Recounting this memory in therapy visually, I found myself talking about how I was born without the means to walk. My feet and legs were considerably crooked. My first two years, at least, were filled with doctor visits, hard steel feet/ leg braces, an exercise regiment and, yeah, incredible pain that burned from my hips to the tips of my feet. As I start talking, I switch into a much younger personality.
It is like I take a step backward into myself. The conversation from here on out fades in and out of my consciousness. I do know that tears prolifically started streaming from my eyes.
This young person, alter, of 2 years of age, talks about the leg and feet pain. 2 says that there were 5 alters sitting in a semicircle on the bed. They would rapidly switch between them. The appearance of our legs would disappear from foot to hip in one alter as the pain and "legs" appeared and was felt on the alter directly to her right, like a circuit. As soon as that alter with the "legs" couldn't bear the pain anymore, her legs disappeared and were passed to the next alter on her right. This all happened very quickly with each alter having possession of the "legs" for seconds or less. By rapidly switching alter "bodies" the pain was kept "manageable" and somewhat at bay. It was like a game of Hot Potato except with the lower half of our body.
2 also talked about how her incessant crying in pain was a source of anger and frustration for the parents. She sometimes was slapped across the face. Sigh. Sometimes she welcomed the slap because it temporarily mitigated the leg pain. She/ they (the five alters 2 years old) would also resort to head banging for the same somewhat sedative and distracting effect. There is no concept of time as to how long the pain would last. It was just something that we were desperately trying to "run" and escape from.
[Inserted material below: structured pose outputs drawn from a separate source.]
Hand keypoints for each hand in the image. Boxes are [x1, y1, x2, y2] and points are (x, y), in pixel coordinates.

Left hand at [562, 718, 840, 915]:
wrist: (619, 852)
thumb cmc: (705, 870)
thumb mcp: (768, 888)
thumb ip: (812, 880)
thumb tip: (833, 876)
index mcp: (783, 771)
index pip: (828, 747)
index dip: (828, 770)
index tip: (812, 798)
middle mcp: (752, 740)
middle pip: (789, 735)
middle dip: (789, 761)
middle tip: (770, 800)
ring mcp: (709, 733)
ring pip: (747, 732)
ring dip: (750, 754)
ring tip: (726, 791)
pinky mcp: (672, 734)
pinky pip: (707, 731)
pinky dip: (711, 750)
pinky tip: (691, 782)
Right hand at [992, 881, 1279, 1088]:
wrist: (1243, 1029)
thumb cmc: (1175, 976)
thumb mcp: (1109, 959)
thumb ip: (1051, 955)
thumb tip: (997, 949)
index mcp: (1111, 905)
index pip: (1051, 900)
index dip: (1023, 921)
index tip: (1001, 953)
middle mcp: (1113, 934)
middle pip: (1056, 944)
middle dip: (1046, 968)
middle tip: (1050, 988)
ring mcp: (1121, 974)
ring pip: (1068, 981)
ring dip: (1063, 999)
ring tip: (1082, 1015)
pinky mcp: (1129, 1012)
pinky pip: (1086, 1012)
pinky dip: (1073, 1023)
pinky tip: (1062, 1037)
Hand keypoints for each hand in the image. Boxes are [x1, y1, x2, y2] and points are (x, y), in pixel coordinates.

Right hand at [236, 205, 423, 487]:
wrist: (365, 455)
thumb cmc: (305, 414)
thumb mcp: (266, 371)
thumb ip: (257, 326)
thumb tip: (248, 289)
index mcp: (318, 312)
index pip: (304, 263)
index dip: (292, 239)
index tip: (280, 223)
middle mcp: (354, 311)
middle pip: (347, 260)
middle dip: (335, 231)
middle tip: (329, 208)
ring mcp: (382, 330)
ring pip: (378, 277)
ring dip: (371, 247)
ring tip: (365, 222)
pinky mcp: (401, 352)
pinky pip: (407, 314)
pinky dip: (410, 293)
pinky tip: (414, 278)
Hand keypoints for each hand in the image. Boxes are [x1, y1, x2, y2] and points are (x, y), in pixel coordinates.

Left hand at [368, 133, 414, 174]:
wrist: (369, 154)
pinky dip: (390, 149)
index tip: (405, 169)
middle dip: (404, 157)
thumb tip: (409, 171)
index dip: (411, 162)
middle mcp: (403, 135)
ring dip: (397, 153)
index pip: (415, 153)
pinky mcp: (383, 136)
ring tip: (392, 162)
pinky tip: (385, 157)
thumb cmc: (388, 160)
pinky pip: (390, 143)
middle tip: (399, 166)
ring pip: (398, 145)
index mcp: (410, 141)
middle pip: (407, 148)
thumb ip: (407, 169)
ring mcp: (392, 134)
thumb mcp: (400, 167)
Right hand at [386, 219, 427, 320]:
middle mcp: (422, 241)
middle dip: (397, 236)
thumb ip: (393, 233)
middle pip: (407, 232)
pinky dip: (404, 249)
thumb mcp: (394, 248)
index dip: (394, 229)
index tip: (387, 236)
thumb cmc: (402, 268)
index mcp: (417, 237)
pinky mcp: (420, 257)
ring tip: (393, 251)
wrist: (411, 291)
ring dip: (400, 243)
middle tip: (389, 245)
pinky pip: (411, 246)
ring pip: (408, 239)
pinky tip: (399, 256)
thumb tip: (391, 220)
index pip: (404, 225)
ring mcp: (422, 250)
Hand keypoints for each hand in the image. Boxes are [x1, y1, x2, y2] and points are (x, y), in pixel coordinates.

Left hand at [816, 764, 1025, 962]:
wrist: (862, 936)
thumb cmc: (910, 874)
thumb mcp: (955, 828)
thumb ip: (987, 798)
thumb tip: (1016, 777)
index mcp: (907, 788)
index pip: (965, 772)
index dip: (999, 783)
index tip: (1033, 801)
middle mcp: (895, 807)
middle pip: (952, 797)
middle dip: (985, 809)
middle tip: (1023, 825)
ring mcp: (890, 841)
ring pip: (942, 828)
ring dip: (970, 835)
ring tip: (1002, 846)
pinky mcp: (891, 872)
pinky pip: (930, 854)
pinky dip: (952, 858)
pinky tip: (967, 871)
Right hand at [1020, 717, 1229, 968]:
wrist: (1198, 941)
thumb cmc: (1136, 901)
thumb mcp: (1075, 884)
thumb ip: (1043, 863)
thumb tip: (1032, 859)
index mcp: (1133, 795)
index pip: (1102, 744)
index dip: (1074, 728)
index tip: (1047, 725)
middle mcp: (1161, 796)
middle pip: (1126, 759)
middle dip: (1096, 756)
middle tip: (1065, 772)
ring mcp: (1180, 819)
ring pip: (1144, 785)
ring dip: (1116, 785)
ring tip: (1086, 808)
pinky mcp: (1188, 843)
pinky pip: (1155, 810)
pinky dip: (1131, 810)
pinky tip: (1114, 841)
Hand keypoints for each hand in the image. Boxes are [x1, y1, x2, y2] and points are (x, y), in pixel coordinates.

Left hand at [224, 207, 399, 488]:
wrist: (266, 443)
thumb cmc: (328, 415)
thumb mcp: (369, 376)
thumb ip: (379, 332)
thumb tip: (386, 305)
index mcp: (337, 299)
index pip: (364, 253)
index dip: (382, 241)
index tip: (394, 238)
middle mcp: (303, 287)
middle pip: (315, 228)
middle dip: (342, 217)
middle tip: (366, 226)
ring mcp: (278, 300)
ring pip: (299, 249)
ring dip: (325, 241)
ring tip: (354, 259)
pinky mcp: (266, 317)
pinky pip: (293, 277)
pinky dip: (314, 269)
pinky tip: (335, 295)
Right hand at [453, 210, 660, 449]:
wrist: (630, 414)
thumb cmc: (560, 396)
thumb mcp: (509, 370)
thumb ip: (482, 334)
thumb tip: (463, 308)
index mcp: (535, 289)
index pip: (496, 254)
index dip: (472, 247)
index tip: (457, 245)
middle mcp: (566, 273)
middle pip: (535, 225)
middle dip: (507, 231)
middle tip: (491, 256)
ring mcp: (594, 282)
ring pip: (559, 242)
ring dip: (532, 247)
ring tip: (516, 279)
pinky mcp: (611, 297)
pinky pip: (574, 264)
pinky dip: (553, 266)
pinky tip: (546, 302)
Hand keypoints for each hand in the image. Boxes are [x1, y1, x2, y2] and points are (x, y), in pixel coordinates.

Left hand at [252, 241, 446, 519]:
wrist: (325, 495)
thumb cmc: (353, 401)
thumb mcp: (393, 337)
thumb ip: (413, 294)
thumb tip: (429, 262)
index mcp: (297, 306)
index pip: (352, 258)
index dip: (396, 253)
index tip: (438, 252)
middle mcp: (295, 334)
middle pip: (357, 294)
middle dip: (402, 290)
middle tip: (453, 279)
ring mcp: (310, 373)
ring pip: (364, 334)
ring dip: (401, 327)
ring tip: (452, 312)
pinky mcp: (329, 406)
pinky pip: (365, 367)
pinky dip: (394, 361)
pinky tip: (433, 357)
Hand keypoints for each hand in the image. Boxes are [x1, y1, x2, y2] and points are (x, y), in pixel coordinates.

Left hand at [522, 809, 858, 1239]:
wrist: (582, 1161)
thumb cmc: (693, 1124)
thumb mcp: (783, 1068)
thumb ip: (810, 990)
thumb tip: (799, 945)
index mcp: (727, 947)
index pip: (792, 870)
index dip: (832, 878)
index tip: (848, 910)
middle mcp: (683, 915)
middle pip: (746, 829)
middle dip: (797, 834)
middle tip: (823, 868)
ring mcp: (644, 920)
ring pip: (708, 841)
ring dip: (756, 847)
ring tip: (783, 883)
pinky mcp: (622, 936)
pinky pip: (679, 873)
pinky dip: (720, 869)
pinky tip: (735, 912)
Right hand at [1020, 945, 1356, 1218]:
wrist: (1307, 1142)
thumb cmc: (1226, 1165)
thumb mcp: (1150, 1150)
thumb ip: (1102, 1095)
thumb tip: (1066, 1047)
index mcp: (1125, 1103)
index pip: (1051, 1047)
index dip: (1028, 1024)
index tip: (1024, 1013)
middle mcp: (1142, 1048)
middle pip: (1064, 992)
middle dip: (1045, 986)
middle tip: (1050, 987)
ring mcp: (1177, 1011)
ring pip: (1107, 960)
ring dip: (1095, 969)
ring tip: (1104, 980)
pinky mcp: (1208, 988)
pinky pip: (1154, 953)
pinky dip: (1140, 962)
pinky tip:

We hated our legs, our feet for the tremendous amount of pain they caused. We tried to distance ourselves, make the legs disappear, cut off mentally, anything to try and stop the big bad hurt.
When other adults touched us, whoever had the legs at that moment was stuck with the pain, with feeling them and being in the body. God, it was so cruel...being alive, being trapped in these vices.
2 compared the pain to being run over with a steam roller. For some reason, probably due to congenital physical anatomy dysfunction, our left ankle always had that very sharp knife pain as opposed to the steam roller pain.
It's truly fascinating that this memory was housed in our left ankle. The event, the alters, the people, the pain, all of it was encased in an...hmmm, emotional cyst maybe? within the area of our left ankle.
Sigh.
I switched back near the end of therapy. My face totally soaking wet with someone else's old tears.
As I walked to my car and to my home, I noticed a heavy limp in my left leg. It hurt. Typical, as when memories buried are retrieved that the remnants, the components of that ruptured emotional cyst are physically felt. This is what we call "body memories". It hurt for awhile. I'm glad it wasn't too long (not sure if it will continue to hurt off and on as the memory pain is discharged) because standard over-the-counter painkillers don't touch that type of pain. At times I really wish that I could press a button and get myself a big, ol pain pill because shit like that, well, if it hurt so bad it made us split and switch, was bad enough the first time. Feeling it Again....damn.
Yeah, I think therapy went really well.
It's funny because going in to the office today, the only thing I was aware of was the brief flashback. I had no idea about the 5 2's or anything that was talked about. That seems to be our MO, a brief FB, go to therapy and watch it explode out.